A todas las víctimas de este gobierno.
El sexenio de la muerte y la enfermedad. Como tanto ambicionó, López Obrador hizo historia. Solo entre muertos excesivos por covid y homicidios dolosos, en su gobierno habrá acumulado un millón de muertos. Su tan cacareada cuarta transformación tuvo, como la Independencia, Reforma y Revolución, fallecidos en abundancia, con la diferencia de que las anteriores fueron guerras. Un millón de cadáveres de bebés, niños, jóvenes, adultos y ancianos. Si estuvieran colocados en línea, el tabasqueño podría salir de Palacio Nacional y caminar sobre ellos sin tocar el suelo hasta llegar a su hacienda de Palenque y seguir pisando carne y huesos hasta la frontera sur, cruzar Guatemala y continuar hasta El Salvador.
El dolor ajeno le es por completo ajeno a AMLO. Hay que tener un grado de sociopatía digno de estudio para que a una persona le interese más refinar petróleo o construir un tren que proveer medicamentos oncológicos a niños, comida a pobres por medio de comedores comunitarios o estancias infantiles para que madres puedan estudiar o trabajar. Solo quien tiene una dura coraza ante el dolor puede plantarse ante la nación y reírse de las masacres que están aterrorizando a la población mientras que, en cambio, tiende la mano y ofrece abrazos a las mafias criminales. Un abrazo y consuelo que siempre rehusó, en cambio, a las madres buscadoras.

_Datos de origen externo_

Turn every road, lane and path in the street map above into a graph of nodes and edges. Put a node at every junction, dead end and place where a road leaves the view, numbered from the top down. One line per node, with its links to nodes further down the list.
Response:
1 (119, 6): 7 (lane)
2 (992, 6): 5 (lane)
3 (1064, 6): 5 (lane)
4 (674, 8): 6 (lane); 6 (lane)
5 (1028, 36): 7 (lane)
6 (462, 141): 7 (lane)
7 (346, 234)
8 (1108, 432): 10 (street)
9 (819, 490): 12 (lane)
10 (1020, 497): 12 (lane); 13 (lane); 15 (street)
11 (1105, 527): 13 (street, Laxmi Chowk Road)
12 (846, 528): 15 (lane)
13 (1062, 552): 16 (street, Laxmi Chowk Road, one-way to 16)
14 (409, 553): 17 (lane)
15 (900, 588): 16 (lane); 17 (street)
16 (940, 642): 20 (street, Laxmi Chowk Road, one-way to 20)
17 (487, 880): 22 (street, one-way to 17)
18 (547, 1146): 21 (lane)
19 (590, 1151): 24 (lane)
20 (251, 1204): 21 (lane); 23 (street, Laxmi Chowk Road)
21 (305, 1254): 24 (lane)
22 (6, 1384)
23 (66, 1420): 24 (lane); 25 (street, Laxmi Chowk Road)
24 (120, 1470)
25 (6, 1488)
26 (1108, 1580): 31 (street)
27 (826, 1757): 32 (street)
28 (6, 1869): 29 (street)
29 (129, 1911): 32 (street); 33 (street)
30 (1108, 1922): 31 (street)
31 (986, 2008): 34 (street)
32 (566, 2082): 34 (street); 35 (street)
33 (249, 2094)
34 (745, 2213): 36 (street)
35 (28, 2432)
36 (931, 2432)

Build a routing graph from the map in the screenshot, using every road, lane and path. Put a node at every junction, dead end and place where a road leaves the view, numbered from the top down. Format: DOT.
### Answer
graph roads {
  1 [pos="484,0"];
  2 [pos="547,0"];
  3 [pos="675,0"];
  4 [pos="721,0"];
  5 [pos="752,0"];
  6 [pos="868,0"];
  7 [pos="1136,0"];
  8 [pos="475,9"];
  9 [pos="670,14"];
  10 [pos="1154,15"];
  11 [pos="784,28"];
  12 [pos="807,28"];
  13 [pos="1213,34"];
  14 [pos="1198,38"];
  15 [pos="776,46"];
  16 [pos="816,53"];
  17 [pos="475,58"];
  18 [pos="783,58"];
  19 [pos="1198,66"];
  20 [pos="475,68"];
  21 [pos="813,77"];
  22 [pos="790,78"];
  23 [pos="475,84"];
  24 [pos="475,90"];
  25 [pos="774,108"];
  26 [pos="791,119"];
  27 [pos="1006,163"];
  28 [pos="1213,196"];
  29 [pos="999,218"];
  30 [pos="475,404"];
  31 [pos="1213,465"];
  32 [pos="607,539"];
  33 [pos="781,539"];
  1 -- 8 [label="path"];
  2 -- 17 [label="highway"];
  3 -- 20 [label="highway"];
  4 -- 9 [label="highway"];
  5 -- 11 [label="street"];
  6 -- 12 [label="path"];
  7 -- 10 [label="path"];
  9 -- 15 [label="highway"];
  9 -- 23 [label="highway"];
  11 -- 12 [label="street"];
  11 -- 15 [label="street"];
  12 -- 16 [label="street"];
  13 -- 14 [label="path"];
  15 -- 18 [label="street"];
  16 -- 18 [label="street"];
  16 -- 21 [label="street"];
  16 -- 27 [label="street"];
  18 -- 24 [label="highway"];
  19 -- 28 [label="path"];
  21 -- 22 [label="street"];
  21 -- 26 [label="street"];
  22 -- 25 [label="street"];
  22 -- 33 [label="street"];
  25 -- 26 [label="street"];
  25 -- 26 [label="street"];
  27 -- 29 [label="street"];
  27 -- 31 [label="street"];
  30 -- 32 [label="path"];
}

Había siempre una víctima, una sola, a la que López Obrador prestaba asidua atención, a la que dedicaba largo tiempo en sus mañaneras, siempre presto para defenderla con fiereza: él mismo. Ante una nueva matazón, un fallecimiento que llegaba a destacar a pesar de la cotidianidad de la violencia más brutal (el del niño Emiliano en días recientes), el inquilino de Palacio se erigía como el principal perjudicado. Es que sus rivales políticos buscaban dañarlo destacando lo ocurrido. Nunca se cansó de ser la primera víctima de la nación.
No es que AMLO sea un sádico que goza ante el dolor de otros. Simplemente durante su gobierno tuvo otras prioridades, como aumentar la refinación de gasolina o revivir una aerolínea estatal, y a ellas enfocó los recursos que recibía su gobierno por medio de impuestos y todo lo que podía saquear del presupuesto federal, que para efectos prácticos trató como su cuenta personal.
Su intensa interacción con las masas durante décadas habría hecho pensar que el Presidente tenía la empatía a flor de piel, sobre todo por los más desprotegidos. Que el recorrer los municipios más pobres del país, esos caminos ajenos al asfalto, habría traído como resultado un “por el bien de México, primero los pobres”. Pero esas palabras no pasaron de ser un lema de campaña. Millones le entregaron su esperanza y a muchos a cambio les regaló enfermedad y muerte. Pero a sus ojos era necesario: destruir el Seguro Popular y su apoyo para enfermedades catastróficas, como un cáncer, permitieron construir unos kilómetros de vías férreas en Yucatán. Para AMLO ese intercambio valió la pena.
Será el legado más duradero de quien tanto ambicionó el poder. Muchas familias recordarán su sexenio como aquel en que perdieron al abuelo, padre, madre o hijo, víctima de una enfermedad o una bala. Mientras tanto, estará en Palenque pensando en sus obras, ese hermoso tren, la fantástica refinería, esos fierros, tan costosos como inútiles, que se pagaron con sufrimiento y lágrimas. Como un sepulturero, caminará sobre las tumbas que cavó con indiferencia.